The Confession of Sqr. Ldr. Sowu Ghanaian Chronicle (Accra)
'Rawlings felt insecure and nervous at the time, knowing how 'bad' politicians are'
SQUADRON LEADER (Rtd) Clend Sowu, two-time NDC Member of Parliament (MP) for Anlo (1992 and 1996) till a palace coup initiated by his party with the tacit support of some Anlo chiefs punctured his dreams, last Sunday attempted to explain to Ghanaians how the Provisional National Defence Council (PNDC) transformed into the National Democratic Congress (NDC).
Squadron Leader Sowu was contributing to GTV's popular Talking Point programme which discussed the apparent problems in the National Democratic Congress (NDC) and the way forward, especially in the light of the struggle for the party's flagbearership position and the cracks that appear to have developed in the party.
But the honest and astute Clend Sowu, who even in the days when the NDC had almost 100 per cent MPs in Parliament showed a stunning sense of independence and patriotism, we are told on authority, did not reveal in toto how Dr. J. J. Rawlings, who had all the while stated in public and in private that he did not (he still does not) believe in multi-party democracy and the ballot box, managed to lead a political arrangement he had perpetually been condemning.
Chronicle independent investigations have, however, established that, just like the venerable Clend Sowu disclosed, when the green light was given for a return to multi-party democracy, the general feeling among PNDC appointees at the time was that, since the nation had two political traditions, there was the need for a sort of presidential commission to oversee the transition as the two traditions went their separate ways to establish independent parties from independent funds.

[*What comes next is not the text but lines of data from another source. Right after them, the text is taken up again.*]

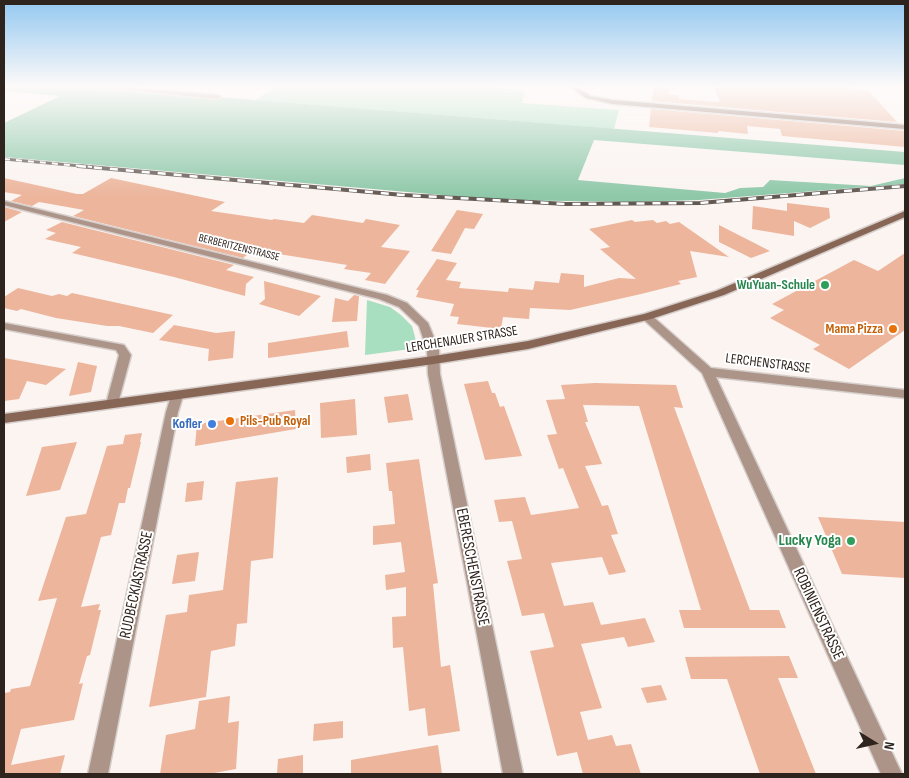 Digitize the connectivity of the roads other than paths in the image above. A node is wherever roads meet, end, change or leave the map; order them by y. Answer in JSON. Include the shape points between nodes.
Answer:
{"nodes":[{"id":1,"x":872,"y":123,"type":"edge"},
{"id":2,"x":905,"y":126,"type":"edge"},
{"id":3,"x":4,"y":203,"type":"edge"},
{"id":4,"x":905,"y":214,"type":"edge"},
{"id":5,"x":647,"y":317,"type":"junction"},
{"id":6,"x":4,"y":326,"type":"edge"},
{"id":7,"x":434,"y":360,"type":"junction"},
{"id":8,"x":707,"y":370,"type":"junction"},
{"id":9,"x":905,"y":394,"type":"edge"},
{"id":10,"x":177,"y":396,"type":"junction"},
{"id":11,"x":112,"y":404,"type":"junction"},
{"id":12,"x":4,"y":419,"type":"edge"},
{"id":13,"x":98,"y":774,"type":"edge"},
{"id":14,"x":513,"y":774,"type":"edge"},
{"id":15,"x":892,"y":774,"type":"edge"}],
"edges":[{"from":1,"to":2,"type":"main road"},
{"from":3,"to":7,"type":"street","name":"BERBERITZENSTRASSE","via":[[384,297],[403,305],[424,325]]},
{"from":4,"to":5,"type":"main road","name":"LERCHENAUER STRASSE","via":[[761,277]]},
{"from":5,"to":7,"type":"main road","name":"LERCHENAUER STRASSE","via":[[528,345]]},
{"from":5,"to":8,"type":"street","name":"LERCHENSTRASSE"},
{"from":6,"to":11,"type":"street","via":[[120,347],[125,355]]},
{"from":7,"to":10,"type":"main road","name":"LERCHENAUER STRASSE"},
{"from":7,"to":14,"type":"street","name":"EBERESCHENSTRASSE","via":[[434,374]]},
{"from":8,"to":9,"type":"street","name":"LERCHENSTRASSE"},
{"from":8,"to":15,"type":"street","name":"ROBINIENSTRASSE"},
{"from":10,"to":11,"type":"main road","name":"LERCHENAUER STRASSE"},
{"from":10,"to":13,"type":"street","name":"RUDBECKIASTRASSE"},
{"from":11,"to":12,"type":"main road","name":"LERCHENAUER STRASSE"}]} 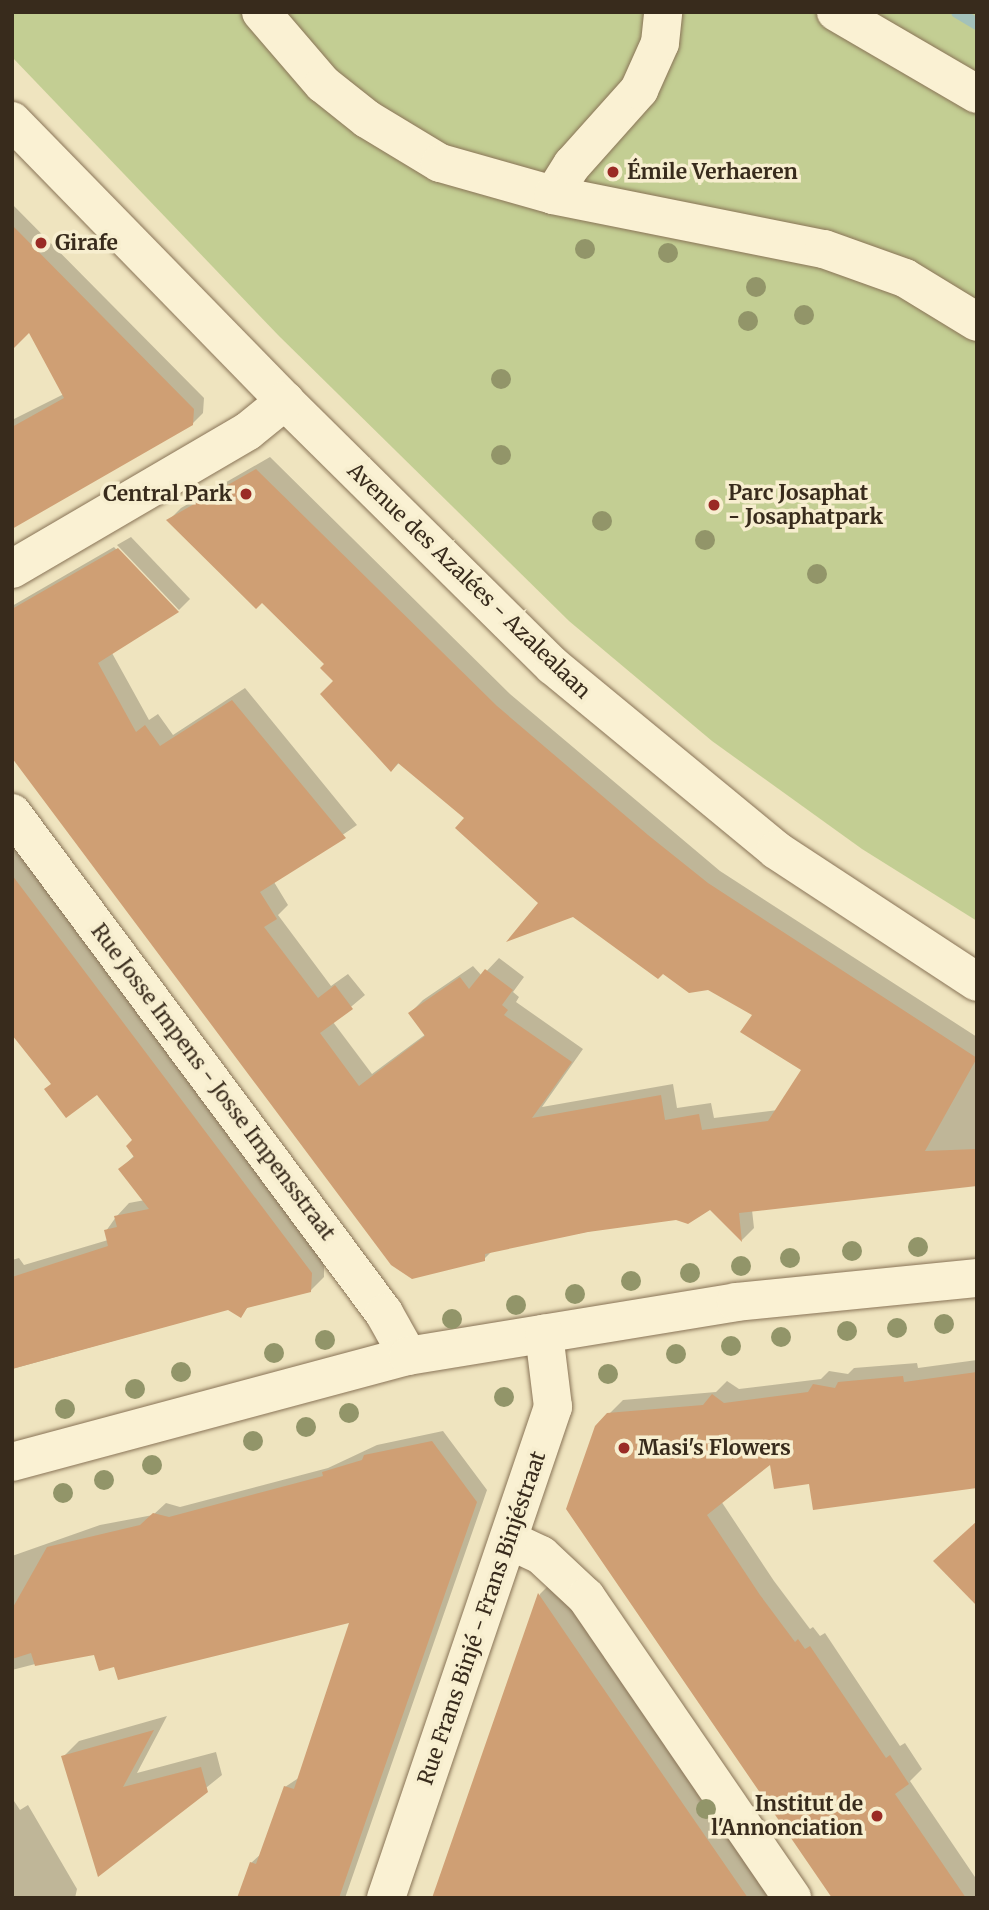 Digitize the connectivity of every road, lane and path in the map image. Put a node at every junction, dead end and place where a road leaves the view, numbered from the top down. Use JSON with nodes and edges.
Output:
{"nodes":[{"id":1,"x":261,"y":12,"type":"edge"},
{"id":2,"x":663,"y":12,"type":"edge"},
{"id":3,"x":836,"y":12,"type":"edge"},
{"id":4,"x":977,"y":94,"type":"edge"},
{"id":5,"x":12,"y":121,"type":"edge"},
{"id":6,"x":553,"y":195,"type":"junction"},
{"id":7,"x":977,"y":322,"type":"edge"},
{"id":8,"x":285,"y":401,"type":"junction"},
{"id":9,"x":12,"y":569,"type":"edge"},
{"id":10,"x":12,"y":813,"type":"edge"},
{"id":11,"x":977,"y":982,"type":"edge"},
{"id":12,"x":977,"y":1278,"type":"edge"},
{"id":13,"x":544,"y":1334,"type":"junction"},
{"id":14,"x":408,"y":1356,"type":"junction"},
{"id":15,"x":12,"y":1462,"type":"edge"},
{"id":16,"x":511,"y":1541,"type":"junction"},
{"id":17,"x":386,"y":1898,"type":"edge"},
{"id":18,"x":792,"y":1898,"type":"edge"}],
"edges":[{"from":1,"to":6,"type":"street"},
{"from":2,"to":6,"type":"street"},
{"from":3,"to":4,"type":"street"},
{"from":5,"to":8,"type":"street","name":"Avenue des Azalées - Azalealaan"},
{"from":6,"to":7,"type":"street"},
{"from":8,"to":9,"type":"street"},
{"from":8,"to":11,"type":"street","name":"Avenue des Azalées - Azalealaan"},
{"from":10,"to":14,"type":"street","name":"Rue Josse Impens - Josse Impensstraat"},
{"from":12,"to":13,"type":"street"},
{"from":13,"to":14,"type":"street"},
{"from":13,"to":16,"type":"street","name":"Rue Frans Binjé - Frans Binjéstraat"},
{"from":14,"to":15,"type":"street"},
{"from":16,"to":17,"type":"street","name":"Rue Frans Binjé - Frans Binjéstraat"},
{"from":16,"to":18,"type":"street"}]}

Chronicle has also learnt that it was therefore the thorny issues of independent funding and the fortunes of the ex-president as well as the political expediency of the times that compelled radical elements in the PNDC to "divide and rule" using "ways and means" to create several parties and groupings as a political base to nurture their new political baby and swing it into office.
Rawlings, Chronicle was told by insiders in the (P)NDC, felt insecure and nervous at the time, knowing how 'bad' politicians are when it comes to the ballot box palaver and issues of "the law."
His particular worry was that his own boys could use the Constitution to upstage him in one way or the other.
The paper further learnt that since the ex-president had a morbid fear, particularly for CPP politicians who "seem to know the terrain too well", something had to be done about the whole arrangement to assuage his fears.
When it was also noted that the 'old man' was feeling edgy about constitutional rule and all its implications like the rule of law and press freedom and how that would affect his personal security and future, a way had to be found to convince him that he was still loved by the people and that constitutional rule was only going to legitimise and regularise his stay in political office.
The grand plan as we all now know was that, they (the CPP elements) were going to "organise and prepare the ground for him."
United Party (UP) elements who initially favoured the separation into original political groups, had to give in just for the sake of political expediency and join the gravy train.
Efforts to rope in then opposition political stalwarts like Mr Peter Ala Adjetey, Speaker of Parliament and Mr. Sam Okudjeto, another veteran politician failed.
Dr. Wereko-Brobby and a few UP stalwarts, who had the courage of their convictions, left the government in protest.
They resigned and joined the New Patriotic Party (NPP) the Chronicle was told, but Wereko-Brobby later left to form the United Ghana Movement (UGM).
"Sqn. Ldr. (Rtd) Sowu's statement to the effect that it has always been difficult for our heads of state, down the years, to tell which of his appointees were speaking the truth to him on a particular issue at any particular time, is revealing enough", a former PNDC appointee told the paper.